Come Berlusconi, Matteo Renzi ha il suo maggiore nemico proprio nell’Europa. O meglio: nell’Europa tedesca del governo bianco-rosso della signora Merkel. Ricordiamoci che Berlusconi, presunto complotto a parte, è stato disarcionato come primo ministro italiano dall’Unione Europea e dalla grande finanza internazionale grazie al balzo verticale dello spread tra i titoli di stato italiani e quelli tedeschi. Non sono stati certamente i “comunisti” come Bersani, Letta e D’Alema, e neppure Monti e le “toghe rosse” a costringere Berlusconi alle dimissioni, ma è stata la finanza europea e anglosassone a punire l’inaffidabilità e l’inconsistenza del governo di Silvio verso il debito pubblico e l’economia.

Renzi, l’uomo della speranza per le famiglie italiane, l’uomo delle infinite promesse, potrebbe fare una fine analoga se la Ue – come è quasi certo – non modificherà le sue politiche suicide d’austerità. L’austerità europea potrebbe fargli mancare tutte le sue promesse e disilludere rapidamente il suo elettorato. L’esempio di Monti docet. Il professore liberale era molto popolare all’inizio del suo governo ma dopo qualche mese è scomparso dalla scena politica.

La promessa di Renzi è di trasformare l’Italia in “un paese che ce la fa”, in cui è possibile ri-aumentare l’occupazione, dare un reddito alle famiglie, garantire i pensionati, rilanciare la scuola, dare lavoro ai giovani, ecc, ecc. Peccato che le politiche di Renzi e la politica economica europea vadano in direzione esattamente opposta. Le sue cosiddette riforme? Mance elettorali a parte, di fatto consistono di tagli e di precarizzazione del lavoro. Per togliere spazio all’opposizione Renzi ha avviato anche (contro) riforme istituzionali che cancellano la legittima rappresentanza delle minoranze in Parlamento e eliminano sostanzialmente anche il Senato.
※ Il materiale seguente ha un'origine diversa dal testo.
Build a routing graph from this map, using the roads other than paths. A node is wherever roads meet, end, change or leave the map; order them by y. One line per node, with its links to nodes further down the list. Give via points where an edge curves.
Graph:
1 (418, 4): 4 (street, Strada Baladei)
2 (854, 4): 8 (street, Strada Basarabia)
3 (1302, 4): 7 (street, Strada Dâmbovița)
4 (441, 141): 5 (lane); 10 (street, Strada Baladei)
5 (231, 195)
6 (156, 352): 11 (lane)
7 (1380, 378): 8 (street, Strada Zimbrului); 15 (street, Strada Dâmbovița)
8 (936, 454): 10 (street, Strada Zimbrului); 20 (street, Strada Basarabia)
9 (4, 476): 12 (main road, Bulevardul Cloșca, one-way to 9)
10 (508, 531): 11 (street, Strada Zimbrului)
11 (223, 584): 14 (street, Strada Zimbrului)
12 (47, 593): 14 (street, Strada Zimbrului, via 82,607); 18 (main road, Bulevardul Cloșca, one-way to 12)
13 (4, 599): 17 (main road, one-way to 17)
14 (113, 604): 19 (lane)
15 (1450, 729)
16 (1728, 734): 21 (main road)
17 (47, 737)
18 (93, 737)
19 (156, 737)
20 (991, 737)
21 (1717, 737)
Le elezioni hanno premiato oltre misura le sue promesse e l’immagine di “uomo nuovo”, giovane, dinamico e riformista. Ma difficilmente Renzi potrà mantenere i suoi impegni nel contesto di un’economia europea che continua a chiedere tagli alla spesa pubblica e l’esasperata flessibilità del mercato del lavoro. L’Italia avrebbe bisogno di ben altre riforme. Probabilmente l’adesione elettorale a Renzi è già allo zenit.

La Merkel potrà anche fare qualche concessione minore, e Mario Draghi alla Bce potrà anche allentare i cordoni della borsa per non soffocare completamente l’economia europea. Ma è improbabile che la tendenza alla depressione si inverta. Le elezioni europee configurano una Unione molto più debole e divisa di prima. L’alleanza tra Francia e Germania è fallita, le destre avanzano, e l’insofferenza dei popoli verso questa Europa liberista è alle stelle: ogni stato gioca per sé, a partire dalla Germania. I mercati prima o poi se ne accorgeranno.

L’euro è una moneta che è e che rimarrà sempre molto debole perché presuppone una politica monetaria identica (sostanzialmente deflattiva) per 18 paesi molti diversi tra loro e sempre più divergenti. Per vincere Renzi dovrebbe cambiare la politica europea e chiedere la modifica dei trattati. Ma per fare questo non basta avere ottenuto il 40% circa dei voti (cioè circa il 25% dell’elettorato italiano considerando anche gli astenuti). Convincere la Merkel a mollare sarà molto dura. Anche lei ha vinto le sue elezioni sulla linea dell’austerità per i “popoli fannulloni” del sud. E per cambiare i trattati europei – come bisognerebbe fare per trasformare davvero le politiche dell’Unione – occorre l’unanimità di tutti i 28 paesi Ue. L’instabilità europea e italiana è purtroppo destinata a durare. Ma non credo che invece la “balena rosa” di Renzi durerà tanto, come l’ex sindaco spera. La sua forza è soprattutto nella debolezza degli avversari. Tuttavia forse il suo maggiore successo è già alle sue spalle.